## Assignment
Return all the lines below exactly as written. Drop every picture.
==============================
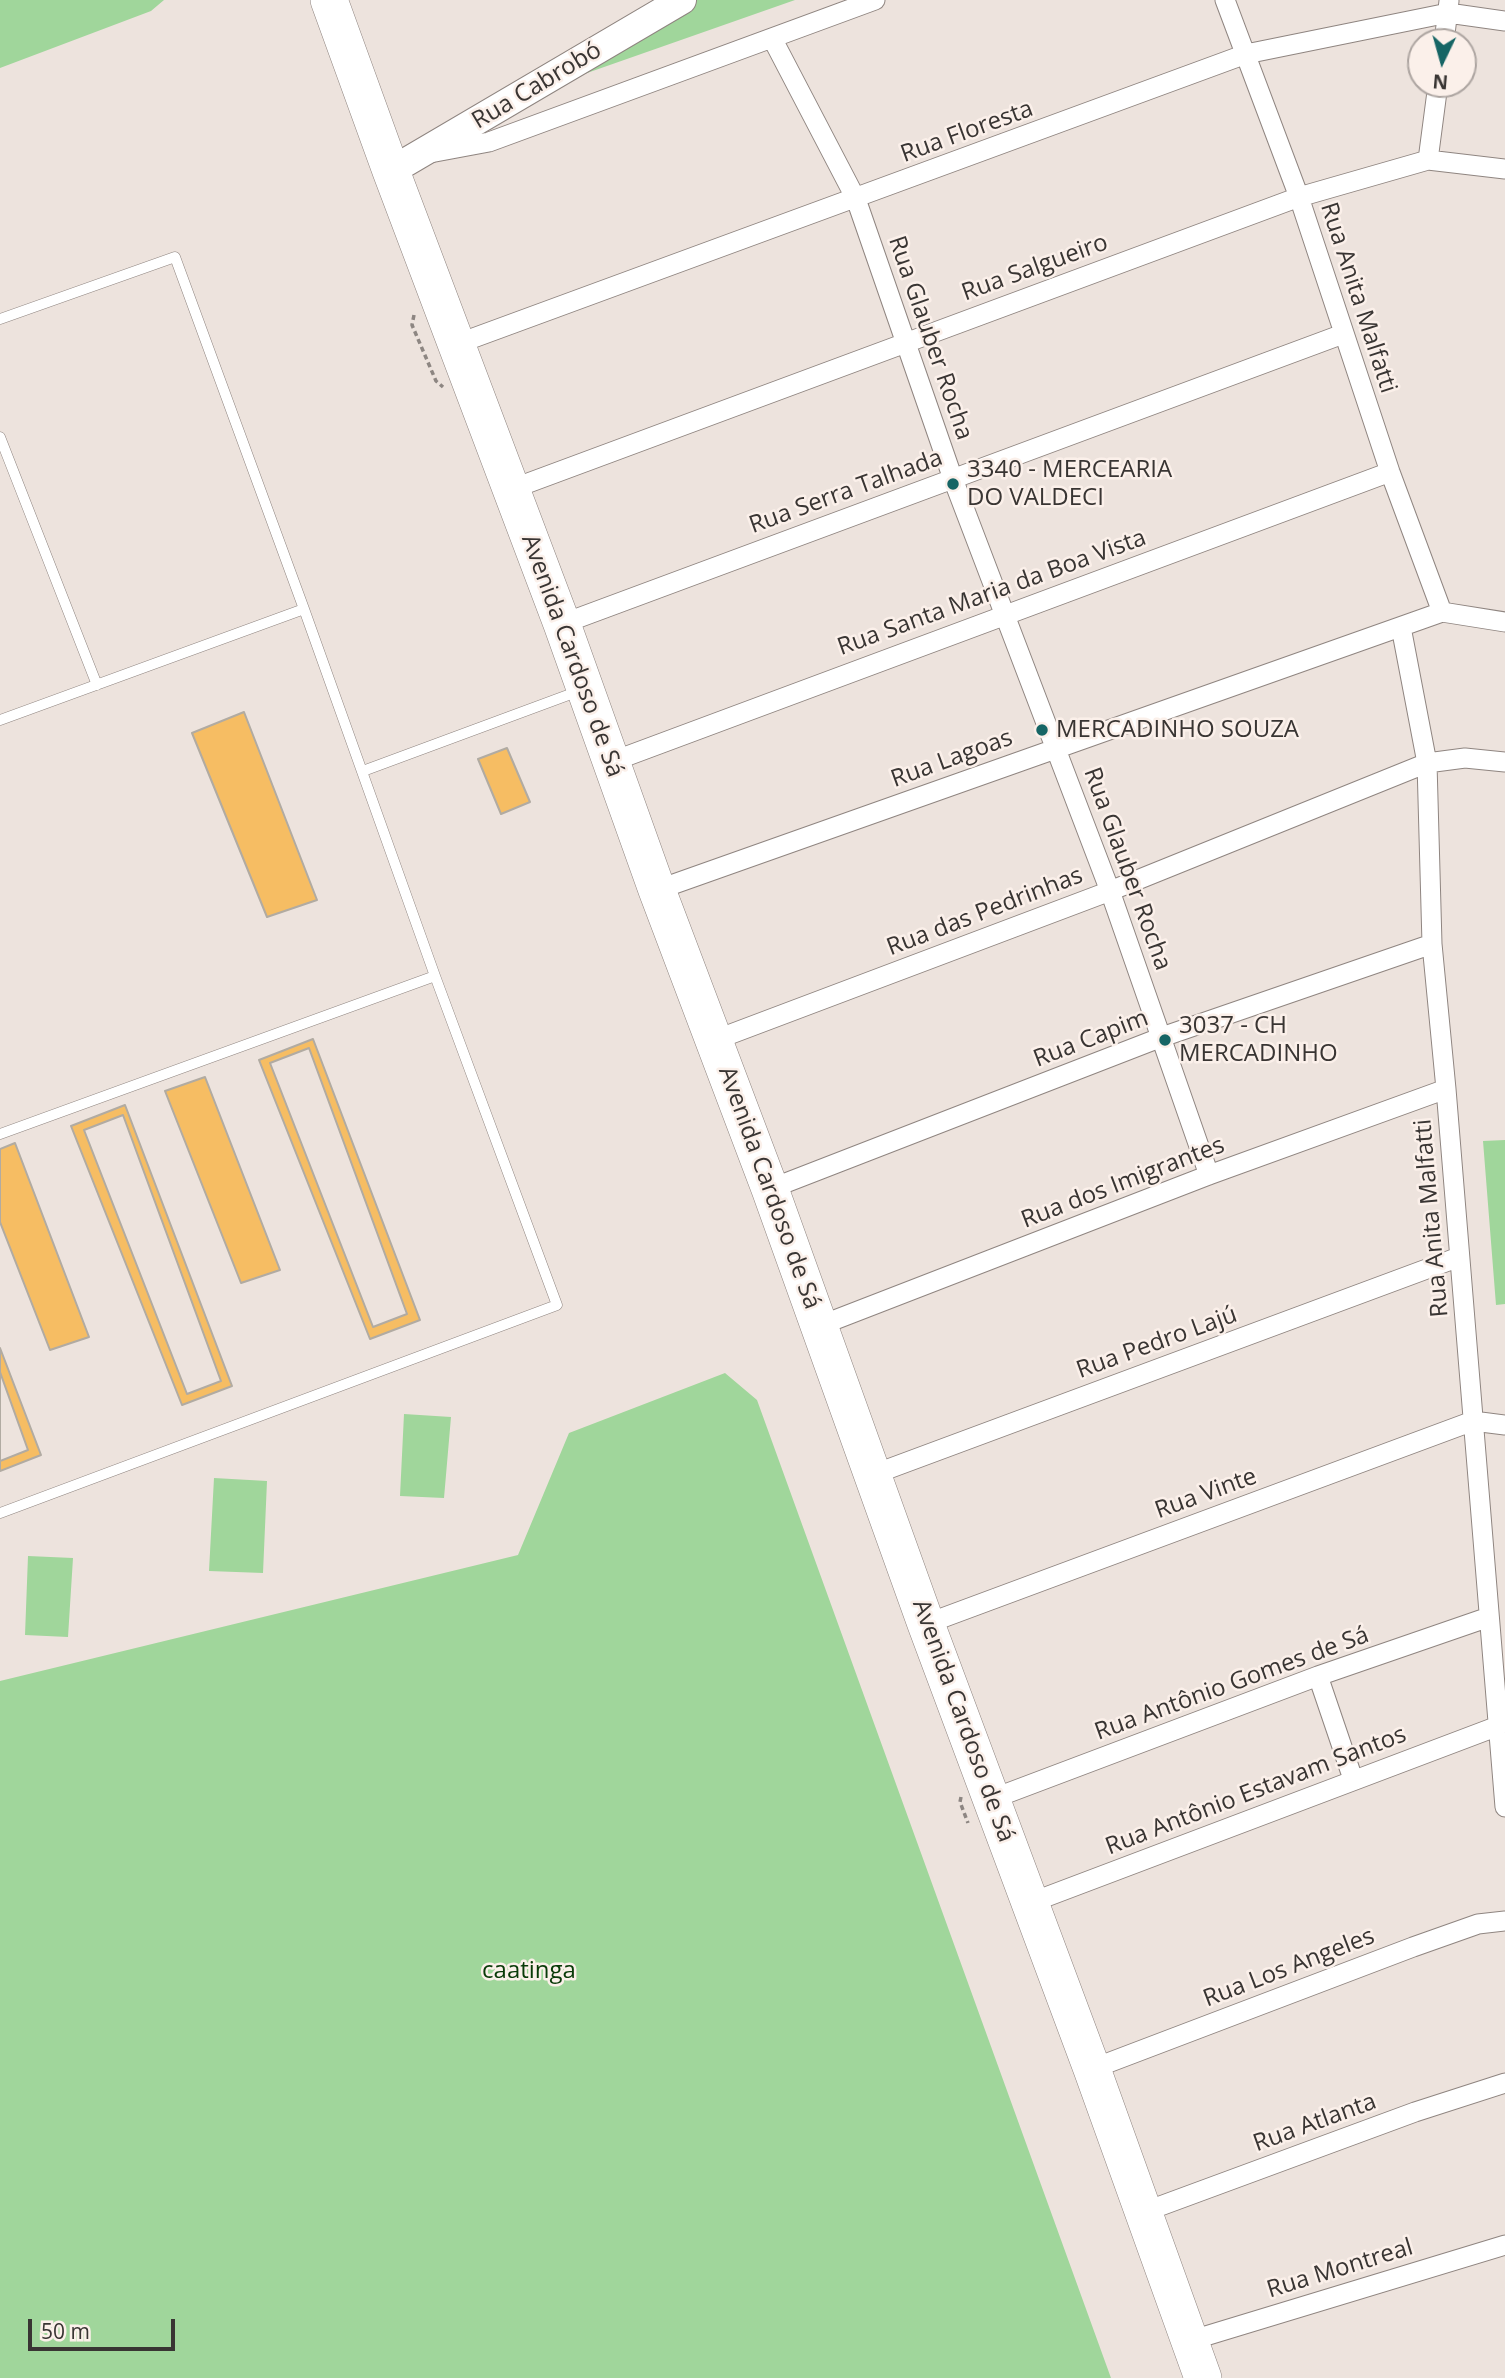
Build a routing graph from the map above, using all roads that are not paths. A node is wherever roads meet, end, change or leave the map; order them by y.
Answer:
1 (329, 0) edge
2 (682, 0) edge
3 (875, 0) edge
4 (1225, 0) edge
5 (1448, 6) edge
6 (1505, 21) edge
7 (1446, 28) edge
8 (772, 38) junction
9 (1246, 54) junction
10 (1436, 98) edge
11 (422, 154) junction
12 (1428, 160) junction
13 (1505, 169) edge
14 (391, 171) junction
15 (1299, 197) junction
16 (856, 199) junction
17 (0, 319) edge
18 (1343, 334) junction
19 (906, 342) junction
20 (457, 344) junction
21 (0, 438) edge
22 (1390, 472) junction
23 (953, 479) junction
24 (512, 489) junction
25 (304, 609) junction
26 (1442, 612) junction
27 (1006, 613) junction
28 (1505, 622) edge
29 (562, 624) junction
30 (1401, 627) junction
31 (97, 685) junction
32 (586, 688) junction
33 (0, 720) edge
34 (1055, 748) junction
35 (611, 762) junction
36 (1505, 762) edge
37 (1427, 763) junction
38 (363, 772) junction
39 (657, 890) junction
40 (1110, 891) junction
41 (1432, 944) junction
42 (435, 976) junction
43 (1162, 1037) junction
44 (715, 1040) junction
45 (1446, 1089) junction
46 (0, 1134) edge
47 (1209, 1175) junction
48 (770, 1189) junction
49 (1460, 1257) junction
50 (819, 1326) junction
51 (1473, 1421) junction
52 (1505, 1425) edge
53 (872, 1475) junction
54 (0, 1513) edge
55 (1489, 1617) junction
56 (926, 1624) junction
57 (1318, 1676) junction
58 (1498, 1726) junction
59 (1353, 1779) junction
60 (992, 1799) junction
61 (1505, 1807) edge
62 (1030, 1903) junction
63 (1505, 1921) edge
64 (1092, 2069) junction
65 (1505, 2083) edge
66 (1144, 2212) junction
67 (1505, 2245) edge
68 (1189, 2341) junction
69 (1203, 2378) edge

1 - 14 highway, Avenida Cardoso de Sá
2 - 11 street, Rua Cabrobó
3 - 8 street
4 - 9 street, Rua Anita Malfatti
5 - 6 street, Rua Floresta
5 - 7 street
5 - 9 street, Rua Floresta
8 - 11 street
8 - 16 street, Rua Glauber Rocha
9 - 15 street, Rua Anita Malfatti
9 - 16 street, Rua Floresta
10 - 12 street
11 - 14 street, Rua Cabrobó
12 - 13 street, Rua Salgueiro
12 - 15 street, Rua Salgueiro
14 - 20 highway, Avenida Cardoso de Sá
15 - 18 street, Rua Anita Malfatti
15 - 19 street, Rua Salgueiro
16 - 19 street, Rua Glauber Rocha
16 - 20 street, Rua Floresta
17 - 25 lane
18 - 22 street, Rua Anita Malfatti
18 - 23 street, Rua Serra Talhada
19 - 23 street, Rua Glauber Rocha
19 - 24 street, Rua Salgueiro
20 - 24 highway, Avenida Cardoso de Sá
21 - 31 lane
22 - 26 street, Rua Anita Malfatti
22 - 27 street, Rua Santa Maria da Boa Vista
23 - 27 street, Rua Glauber Rocha
23 - 29 street, Rua Serra Talhada
24 - 29 highway, Avenida Cardoso de Sá
25 - 31 lane
25 - 38 lane
26 - 28 street, Rua Lagoas
26 - 30 street, Rua Lagoas
27 - 34 street, Rua Glauber Rocha
27 - 35 street, Rua Santa Maria da Boa Vista
29 - 32 highway, Avenida Cardoso de Sá
30 - 34 street, Rua Lagoas
30 - 37 street, Rua Anita Malfatti
31 - 33 lane
32 - 35 highway, Avenida Cardoso de Sá
32 - 38 lane
34 - 39 street, Rua Lagoas
34 - 40 street, Rua Glauber Rocha
35 - 39 highway, Avenida Cardoso de Sá
36 - 37 street, Rua das Pedrinhas
37 - 40 street, Rua das Pedrinhas
37 - 41 street, Rua Anita Malfatti
38 - 42 lane
39 - 44 highway, Avenida Cardoso de Sá
40 - 43 street, Rua Glauber Rocha
40 - 44 street, Rua das Pedrinhas
41 - 43 street, Rua Capim
41 - 45 street, Rua Anita Malfatti
42 - 46 lane
42 - 54 lane
43 - 47 street, Rua Glauber Rocha
43 - 48 street, Rua Capim
44 - 48 highway, Avenida Cardoso de Sá
45 - 47 street, Rua dos Imigrantes
45 - 49 street, Rua Anita Malfatti
47 - 50 street, Rua dos Imigrantes
48 - 50 highway, Avenida Cardoso de Sá
49 - 51 street, Rua Anita Malfatti
49 - 53 street, Rua Pedro Lajú
50 - 53 highway, Avenida Cardoso de Sá
51 - 52 street, Rua Vinte
51 - 55 street, Rua Anita Malfatti
51 - 56 street, Rua Vinte
53 - 56 highway, Avenida Cardoso de Sá
55 - 57 street, Rua Antônio Gomes de Sá
55 - 58 street, Rua Anita Malfatti
56 - 60 highway, Avenida Cardoso de Sá
57 - 59 street
57 - 60 street, Rua Antônio Gomes de Sá
58 - 59 street, Rua Antônio Estavam Santos
58 - 61 street, Rua Anita Malfatti
59 - 62 street, Rua Antônio Estavam Santos
60 - 62 highway, Avenida Cardoso de Sá
62 - 64 highway, Avenida Cardoso de Sá
63 - 64 street, Rua Los Angeles
64 - 66 highway, Avenida Cardoso de Sá
65 - 66 street, Rua Atlanta
66 - 68 highway, Avenida Cardoso de Sá
67 - 68 street, Rua Montreal
68 - 69 highway, Avenida Cardoso de Sá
==============================
## Answer to the exercise
Build a routing graph from the map above, using all roads that are not paths. A node is wherever roads meet, end, change or leave the map; order them by y.
Answer:
1 (329, 0) edge
2 (682, 0) edge
3 (875, 0) edge
4 (1225, 0) edge
5 (1448, 6) edge
6 (1505, 21) edge
7 (1446, 28) edge
8 (772, 38) junction
9 (1246, 54) junction
10 (1436, 98) edge
11 (422, 154) junction
12 (1428, 160) junction
13 (1505, 169) edge
14 (391, 171) junction
15 (1299, 197) junction
16 (856, 199) junction
17 (0, 319) edge
18 (1343, 334) junction
19 (906, 342) junction
20 (457, 344) junction
21 (0, 438) edge
22 (1390, 472) junction
23 (953, 479) junction
24 (512, 489) junction
25 (304, 609) junction
26 (1442, 612) junction
27 (1006, 613) junction
28 (1505, 622) edge
29 (562, 624) junction
30 (1401, 627) junction
31 (97, 685) junction
32 (586, 688) junction
33 (0, 720) edge
34 (1055, 748) junction
35 (611, 762) junction
36 (1505, 762) edge
37 (1427, 763) junction
38 (363, 772) junction
39 (657, 890) junction
40 (1110, 891) junction
41 (1432, 944) junction
42 (435, 976) junction
43 (1162, 1037) junction
44 (715, 1040) junction
45 (1446, 1089) junction
46 (0, 1134) edge
47 (1209, 1175) junction
48 (770, 1189) junction
49 (1460, 1257) junction
50 (819, 1326) junction
51 (1473, 1421) junction
52 (1505, 1425) edge
53 (872, 1475) junction
54 (0, 1513) edge
55 (1489, 1617) junction
56 (926, 1624) junction
57 (1318, 1676) junction
58 (1498, 1726) junction
59 (1353, 1779) junction
60 (992, 1799) junction
61 (1505, 1807) edge
62 (1030, 1903) junction
63 (1505, 1921) edge
64 (1092, 2069) junction
65 (1505, 2083) edge
66 (1144, 2212) junction
67 (1505, 2245) edge
68 (1189, 2341) junction
69 (1203, 2378) edge

1 - 14 highway, Avenida Cardoso de Sá
2 - 11 street, Rua Cabrobó
3 - 8 street
4 - 9 street, Rua Anita Malfatti
5 - 6 street, Rua Floresta
5 - 7 street
5 - 9 street, Rua Floresta
8 - 11 street
8 - 16 street, Rua Glauber Rocha
9 - 15 street, Rua Anita Malfatti
9 - 16 street, Rua Floresta
10 - 12 street
11 - 14 street, Rua Cabrobó
12 - 13 street, Rua Salgueiro
12 - 15 street, Rua Salgueiro
14 - 20 highway, Avenida Cardoso de Sá
15 - 18 street, Rua Anita Malfatti
15 - 19 street, Rua Salgueiro
16 - 19 street, Rua Glauber Rocha
16 - 20 street, Rua Floresta
17 - 25 lane
18 - 22 street, Rua Anita Malfatti
18 - 23 street, Rua Serra Talhada
19 - 23 street, Rua Glauber Rocha
19 - 24 street, Rua Salgueiro
20 - 24 highway, Avenida Cardoso de Sá
21 - 31 lane
22 - 26 street, Rua Anita Malfatti
22 - 27 street, Rua Santa Maria da Boa Vista
23 - 27 street, Rua Glauber Rocha
23 - 29 street, Rua Serra Talhada
24 - 29 highway, Avenida Cardoso de Sá
25 - 31 lane
25 - 38 lane
26 - 28 street, Rua Lagoas
26 - 30 street, Rua Lagoas
27 - 34 street, Rua Glauber Rocha
27 - 35 street, Rua Santa Maria da Boa Vista
29 - 32 highway, Avenida Cardoso de Sá
30 - 34 street, Rua Lagoas
30 - 37 street, Rua Anita Malfatti
31 - 33 lane
32 - 35 highway, Avenida Cardoso de Sá
32 - 38 lane
34 - 39 street, Rua Lagoas
34 - 40 street, Rua Glauber Rocha
35 - 39 highway, Avenida Cardoso de Sá
36 - 37 street, Rua das Pedrinhas
37 - 40 street, Rua das Pedrinhas
37 - 41 street, Rua Anita Malfatti
38 - 42 lane
39 - 44 highway, Avenida Cardoso de Sá
40 - 43 street, Rua Glauber Rocha
40 - 44 street, Rua das Pedrinhas
41 - 43 street, Rua Capim
41 - 45 street, Rua Anita Malfatti
42 - 46 lane
42 - 54 lane
43 - 47 street, Rua Glauber Rocha
43 - 48 street, Rua Capim
44 - 48 highway, Avenida Cardoso de Sá
45 - 47 street, Rua dos Imigrantes
45 - 49 street, Rua Anita Malfatti
47 - 50 street, Rua dos Imigrantes
48 - 50 highway, Avenida Cardoso de Sá
49 - 51 street, Rua Anita Malfatti
49 - 53 street, Rua Pedro Lajú
50 - 53 highway, Avenida Cardoso de Sá
51 - 52 street, Rua Vinte
51 - 55 street, Rua Anita Malfatti
51 - 56 street, Rua Vinte
53 - 56 highway, Avenida Cardoso de Sá
55 - 57 street, Rua Antônio Gomes de Sá
55 - 58 street, Rua Anita Malfatti
56 - 60 highway, Avenida Cardoso de Sá
57 - 59 street
57 - 60 street, Rua Antônio Gomes de Sá
58 - 59 street, Rua Antônio Estavam Santos
58 - 61 street, Rua Anita Malfatti
59 - 62 street, Rua Antônio Estavam Santos
60 - 62 highway, Avenida Cardoso de Sá
62 - 64 highway, Avenida Cardoso de Sá
63 - 64 street, Rua Los Angeles
64 - 66 highway, Avenida Cardoso de Sá
65 - 66 street, Rua Atlanta
66 - 68 highway, Avenida Cardoso de Sá
67 - 68 street, Rua Montreal
68 - 69 highway, Avenida Cardoso de Sá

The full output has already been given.